## Your task
Go through the records below and copy out every line holding "hand".

++++ Records for this exercise

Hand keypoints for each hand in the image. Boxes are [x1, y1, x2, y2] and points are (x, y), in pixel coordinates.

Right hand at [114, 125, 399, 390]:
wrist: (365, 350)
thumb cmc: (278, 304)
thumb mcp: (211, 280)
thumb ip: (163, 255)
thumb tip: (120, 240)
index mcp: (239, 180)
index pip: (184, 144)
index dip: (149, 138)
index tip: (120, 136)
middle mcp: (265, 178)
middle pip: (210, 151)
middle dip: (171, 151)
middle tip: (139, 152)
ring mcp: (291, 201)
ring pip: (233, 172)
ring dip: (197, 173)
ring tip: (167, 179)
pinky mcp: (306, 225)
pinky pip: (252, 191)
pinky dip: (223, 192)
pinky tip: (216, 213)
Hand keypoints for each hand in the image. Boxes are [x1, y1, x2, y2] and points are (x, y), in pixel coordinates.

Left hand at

++++++++
++++ Records for this exercise

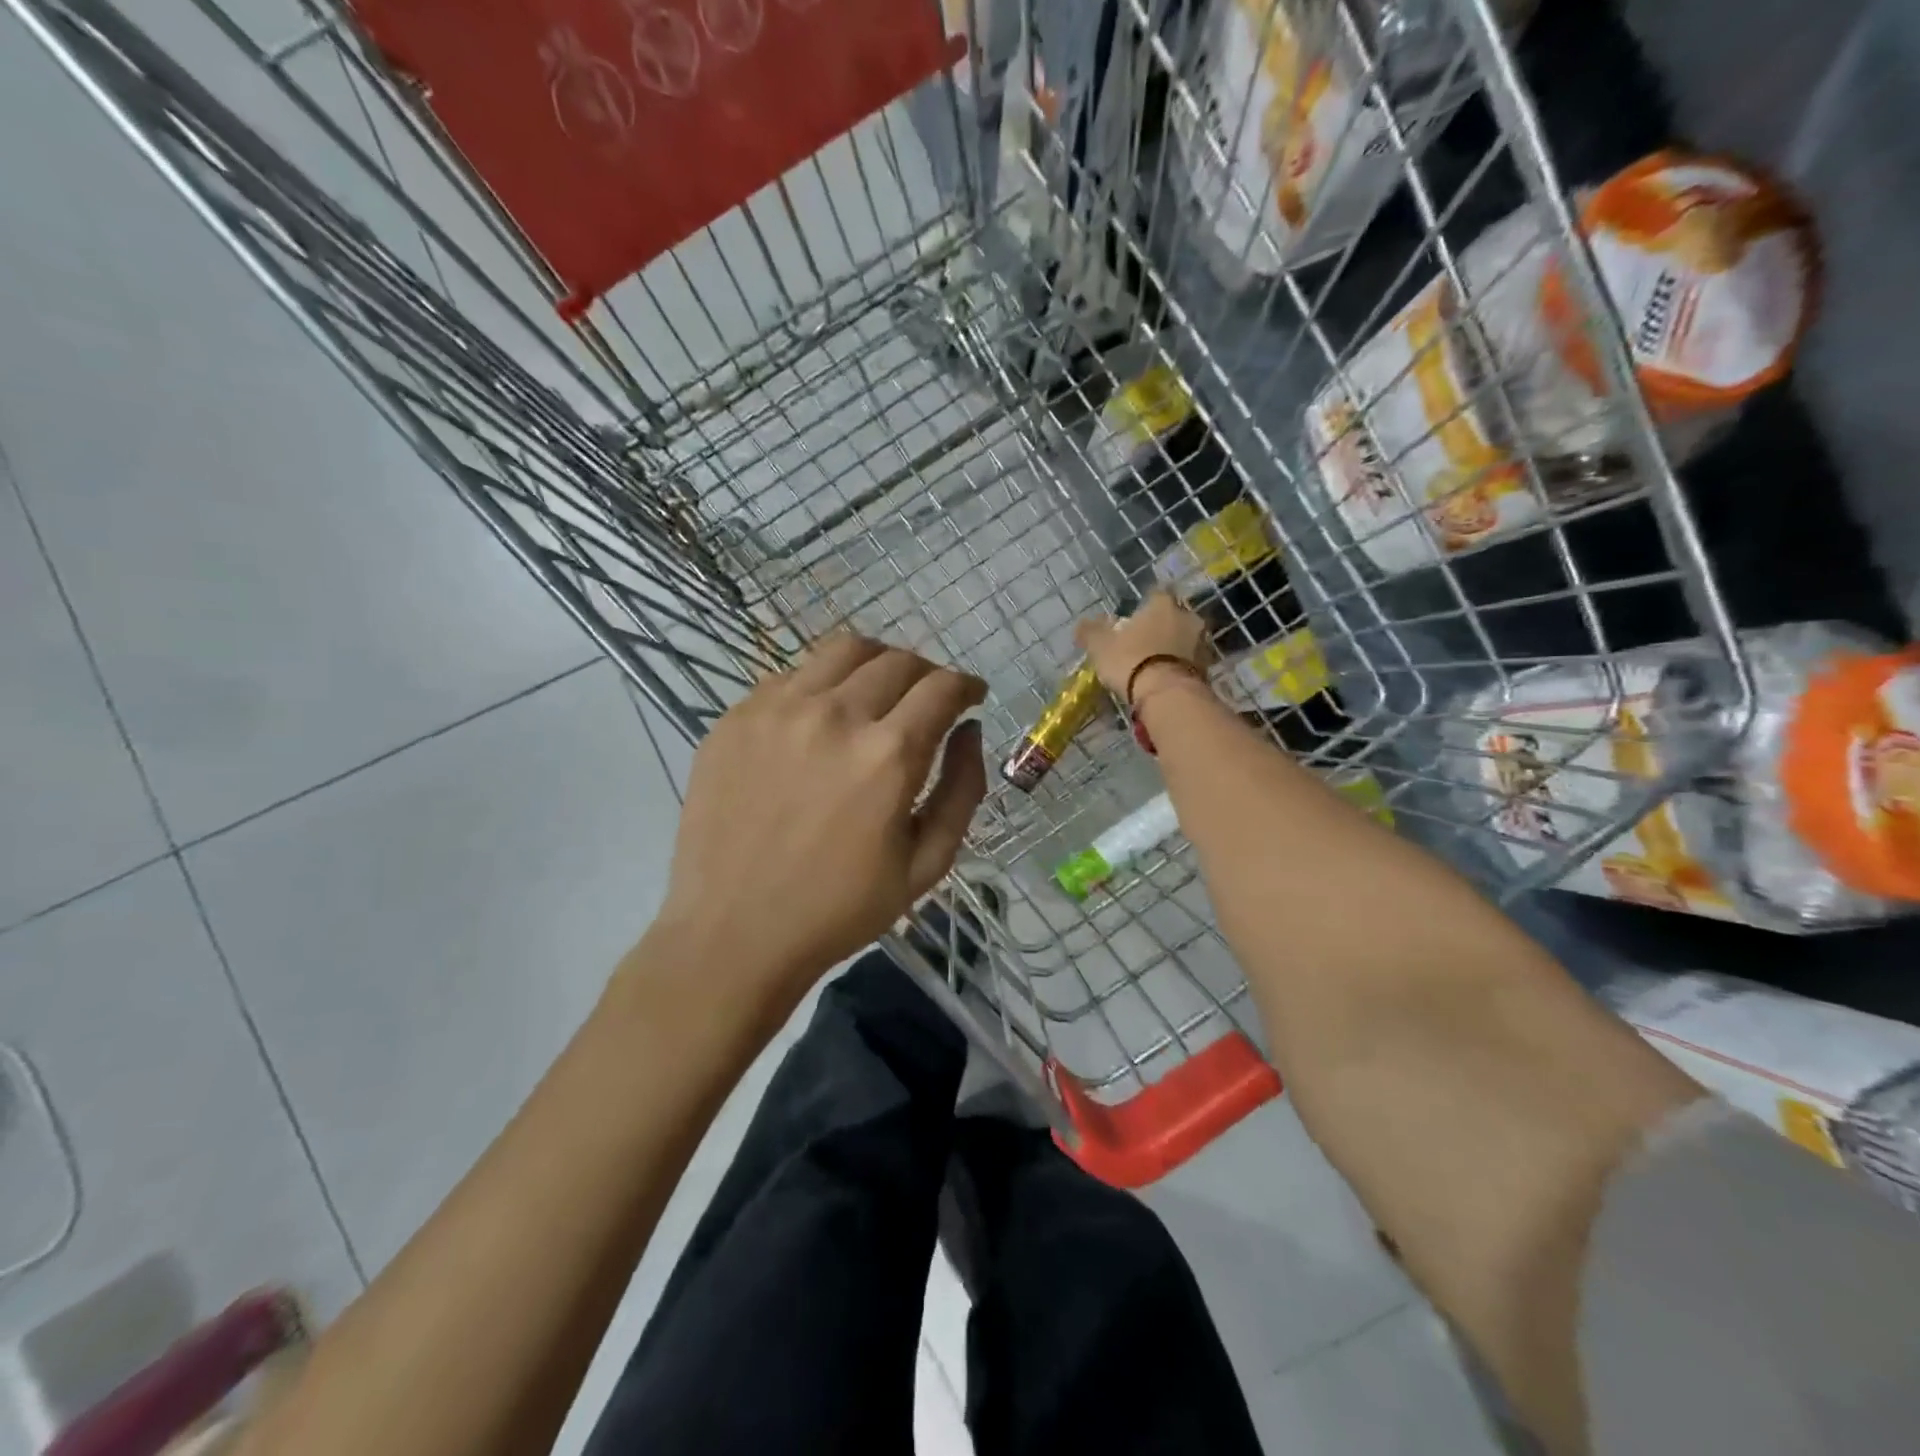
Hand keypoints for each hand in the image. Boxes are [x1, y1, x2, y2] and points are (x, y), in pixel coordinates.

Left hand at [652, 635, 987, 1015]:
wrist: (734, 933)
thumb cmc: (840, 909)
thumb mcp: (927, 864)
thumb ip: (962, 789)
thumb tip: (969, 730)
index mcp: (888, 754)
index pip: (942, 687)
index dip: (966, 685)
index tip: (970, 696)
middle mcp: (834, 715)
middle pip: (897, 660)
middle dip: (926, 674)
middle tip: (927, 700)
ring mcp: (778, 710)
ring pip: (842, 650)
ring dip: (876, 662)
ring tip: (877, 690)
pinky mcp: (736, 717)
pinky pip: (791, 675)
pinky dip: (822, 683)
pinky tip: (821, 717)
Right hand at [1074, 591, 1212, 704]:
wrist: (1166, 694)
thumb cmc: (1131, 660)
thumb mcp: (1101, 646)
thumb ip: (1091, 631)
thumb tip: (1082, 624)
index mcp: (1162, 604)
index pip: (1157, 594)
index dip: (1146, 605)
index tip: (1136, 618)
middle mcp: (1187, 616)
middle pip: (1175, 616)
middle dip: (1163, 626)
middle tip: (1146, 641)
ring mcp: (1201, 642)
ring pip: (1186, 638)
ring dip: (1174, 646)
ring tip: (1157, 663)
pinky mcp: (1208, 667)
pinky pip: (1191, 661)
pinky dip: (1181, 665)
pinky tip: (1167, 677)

++++++++
++++ Records for this exercise

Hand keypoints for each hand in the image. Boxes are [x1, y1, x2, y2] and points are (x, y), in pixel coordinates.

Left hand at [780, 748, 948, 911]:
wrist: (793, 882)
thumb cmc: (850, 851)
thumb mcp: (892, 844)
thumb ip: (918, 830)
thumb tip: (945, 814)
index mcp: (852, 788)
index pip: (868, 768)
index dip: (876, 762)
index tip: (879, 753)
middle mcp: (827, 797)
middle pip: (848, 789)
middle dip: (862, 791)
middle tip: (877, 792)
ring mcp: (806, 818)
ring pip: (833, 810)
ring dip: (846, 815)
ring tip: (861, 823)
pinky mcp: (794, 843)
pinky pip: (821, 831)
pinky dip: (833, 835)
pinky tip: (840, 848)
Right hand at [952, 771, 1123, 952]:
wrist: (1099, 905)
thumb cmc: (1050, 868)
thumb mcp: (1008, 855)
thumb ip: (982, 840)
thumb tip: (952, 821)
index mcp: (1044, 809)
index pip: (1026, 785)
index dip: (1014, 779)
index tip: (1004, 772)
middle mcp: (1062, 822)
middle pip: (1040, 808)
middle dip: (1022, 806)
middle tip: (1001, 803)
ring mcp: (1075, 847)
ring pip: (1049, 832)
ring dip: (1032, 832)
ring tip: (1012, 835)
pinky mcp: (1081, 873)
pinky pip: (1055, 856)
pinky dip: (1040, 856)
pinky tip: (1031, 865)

++++++++

## Reply
Hand keypoints for each hand in the image. Boxes are [x1, y1, x2, y2] and points are (x, y), in pixel coordinates.
Right hand at [114, 125, 399, 390]:
Hand keypoints for each hand in the image. Boxes are [x1, y1, x2, y2] and points are (x, y), in pixel coordinates.
Left hand at
Hand keypoints for each hand in the image. Boxes are [x1, y1, x2, y2] and points are (x, y), in pixel coordinates.
Left hand at [652, 635, 987, 1015]:
Right hand at [1074, 591, 1212, 704]:
Hand keypoints for each hand in the image. Boxes are [x1, y1, x2, y2] and points are (x, y), in pixel coordinates.
Left hand at [780, 748, 948, 911]:
Right hand at [952, 771, 1123, 952]:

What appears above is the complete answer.